- [WHAT IS EXPECTED]: The answer should match the entries that follow exactly, except that no image appears in it.

- [DATASET CONTENT]:
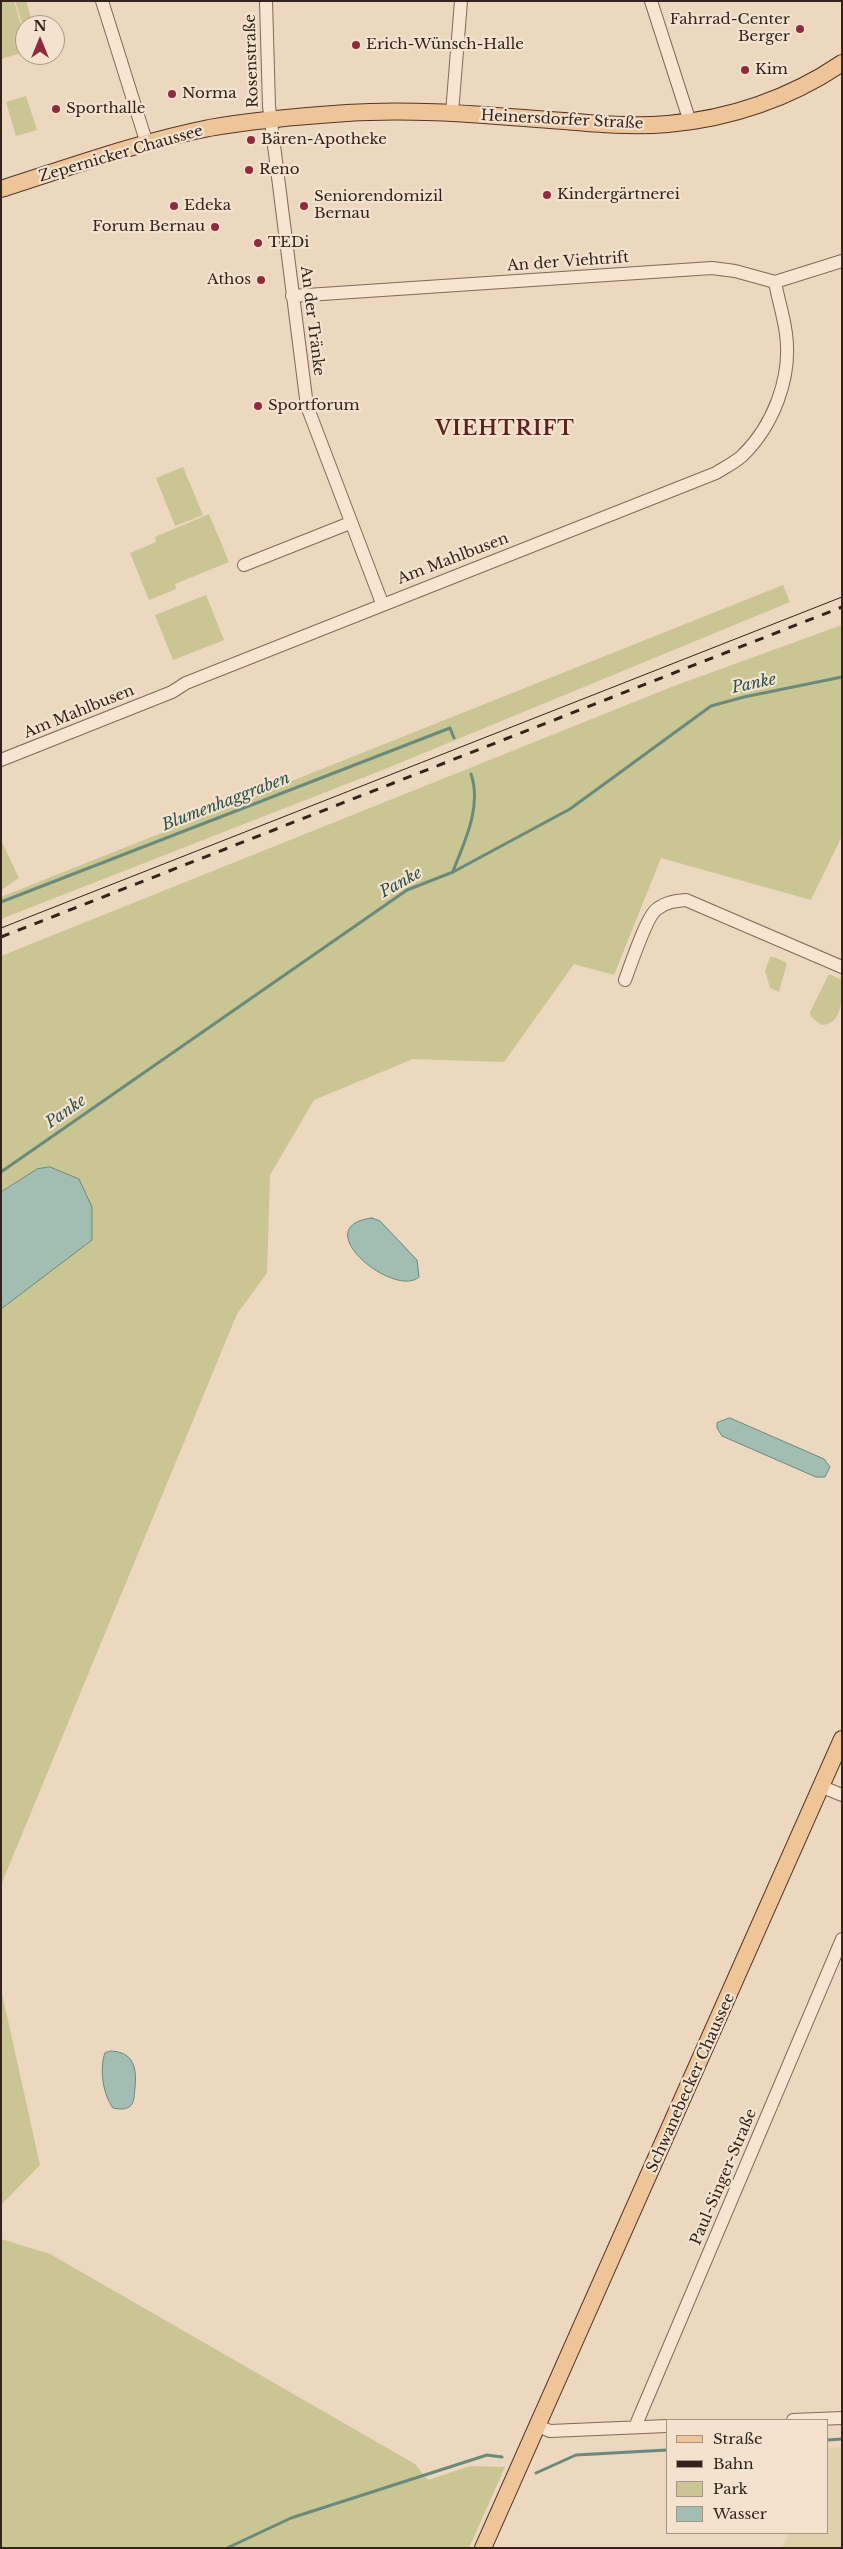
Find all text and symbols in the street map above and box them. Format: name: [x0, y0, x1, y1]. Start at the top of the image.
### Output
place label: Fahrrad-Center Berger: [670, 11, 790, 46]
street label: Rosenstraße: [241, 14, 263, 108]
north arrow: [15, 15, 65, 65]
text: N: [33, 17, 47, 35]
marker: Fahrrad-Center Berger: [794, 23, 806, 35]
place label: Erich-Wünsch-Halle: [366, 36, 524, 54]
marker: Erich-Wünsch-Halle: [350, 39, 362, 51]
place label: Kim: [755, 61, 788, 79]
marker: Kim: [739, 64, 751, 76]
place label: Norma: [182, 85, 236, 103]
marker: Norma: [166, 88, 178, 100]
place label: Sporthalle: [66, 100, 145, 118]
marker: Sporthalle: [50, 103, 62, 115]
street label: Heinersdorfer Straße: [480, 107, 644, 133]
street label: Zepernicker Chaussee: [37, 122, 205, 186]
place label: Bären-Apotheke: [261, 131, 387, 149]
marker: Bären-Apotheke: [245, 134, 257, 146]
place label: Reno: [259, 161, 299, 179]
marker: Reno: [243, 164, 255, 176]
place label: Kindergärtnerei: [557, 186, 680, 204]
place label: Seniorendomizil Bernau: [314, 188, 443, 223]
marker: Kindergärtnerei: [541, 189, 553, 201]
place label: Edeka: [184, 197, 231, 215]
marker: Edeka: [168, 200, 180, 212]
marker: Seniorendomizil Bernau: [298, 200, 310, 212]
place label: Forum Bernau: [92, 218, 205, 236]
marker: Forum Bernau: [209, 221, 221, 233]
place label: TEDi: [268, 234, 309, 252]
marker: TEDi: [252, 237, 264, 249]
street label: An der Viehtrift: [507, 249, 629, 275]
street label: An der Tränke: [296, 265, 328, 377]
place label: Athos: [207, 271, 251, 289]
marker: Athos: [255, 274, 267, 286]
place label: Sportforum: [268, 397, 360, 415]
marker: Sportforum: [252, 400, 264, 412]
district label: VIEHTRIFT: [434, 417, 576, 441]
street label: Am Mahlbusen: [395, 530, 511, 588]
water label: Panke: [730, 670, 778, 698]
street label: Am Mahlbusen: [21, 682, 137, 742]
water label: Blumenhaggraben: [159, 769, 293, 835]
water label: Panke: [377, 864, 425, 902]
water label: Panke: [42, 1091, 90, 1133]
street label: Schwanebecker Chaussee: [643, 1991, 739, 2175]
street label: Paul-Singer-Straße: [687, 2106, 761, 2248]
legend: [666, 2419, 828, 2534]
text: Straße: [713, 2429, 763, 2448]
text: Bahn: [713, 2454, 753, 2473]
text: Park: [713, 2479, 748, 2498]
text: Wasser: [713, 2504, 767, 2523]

- [RESPONSE AREA]:
Find all text and symbols in the street map above and box them. Format: name: [x0, y0, x1, y1]. Start at the top of the image.
### Output
place label: Fahrrad-Center Berger: [670, 11, 790, 46]
street label: Rosenstraße: [241, 14, 263, 108]
north arrow: [15, 15, 65, 65]
text: N: [33, 17, 47, 35]
marker: Fahrrad-Center Berger: [794, 23, 806, 35]
place label: Erich-Wünsch-Halle: [366, 36, 524, 54]
marker: Erich-Wünsch-Halle: [350, 39, 362, 51]
place label: Kim: [755, 61, 788, 79]
marker: Kim: [739, 64, 751, 76]
place label: Norma: [182, 85, 236, 103]
marker: Norma: [166, 88, 178, 100]
place label: Sporthalle: [66, 100, 145, 118]
marker: Sporthalle: [50, 103, 62, 115]
street label: Heinersdorfer Straße: [480, 107, 644, 133]
street label: Zepernicker Chaussee: [37, 122, 205, 186]
place label: Bären-Apotheke: [261, 131, 387, 149]
marker: Bären-Apotheke: [245, 134, 257, 146]
place label: Reno: [259, 161, 299, 179]
marker: Reno: [243, 164, 255, 176]
place label: Kindergärtnerei: [557, 186, 680, 204]
place label: Seniorendomizil Bernau: [314, 188, 443, 223]
marker: Kindergärtnerei: [541, 189, 553, 201]
place label: Edeka: [184, 197, 231, 215]
marker: Edeka: [168, 200, 180, 212]
marker: Seniorendomizil Bernau: [298, 200, 310, 212]
place label: Forum Bernau: [92, 218, 205, 236]
marker: Forum Bernau: [209, 221, 221, 233]
place label: TEDi: [268, 234, 309, 252]
marker: TEDi: [252, 237, 264, 249]
street label: An der Viehtrift: [507, 249, 629, 275]
street label: An der Tränke: [296, 265, 328, 377]
place label: Athos: [207, 271, 251, 289]
marker: Athos: [255, 274, 267, 286]
place label: Sportforum: [268, 397, 360, 415]
marker: Sportforum: [252, 400, 264, 412]
district label: VIEHTRIFT: [434, 417, 576, 441]
street label: Am Mahlbusen: [395, 530, 511, 588]
water label: Panke: [730, 670, 778, 698]
street label: Am Mahlbusen: [21, 682, 137, 742]
water label: Blumenhaggraben: [159, 769, 293, 835]
water label: Panke: [377, 864, 425, 902]
water label: Panke: [42, 1091, 90, 1133]
street label: Schwanebecker Chaussee: [643, 1991, 739, 2175]
street label: Paul-Singer-Straße: [687, 2106, 761, 2248]
legend: [666, 2419, 828, 2534]
text: Straße: [713, 2429, 763, 2448]
text: Bahn: [713, 2454, 753, 2473]
text: Park: [713, 2479, 748, 2498]
text: Wasser: [713, 2504, 767, 2523]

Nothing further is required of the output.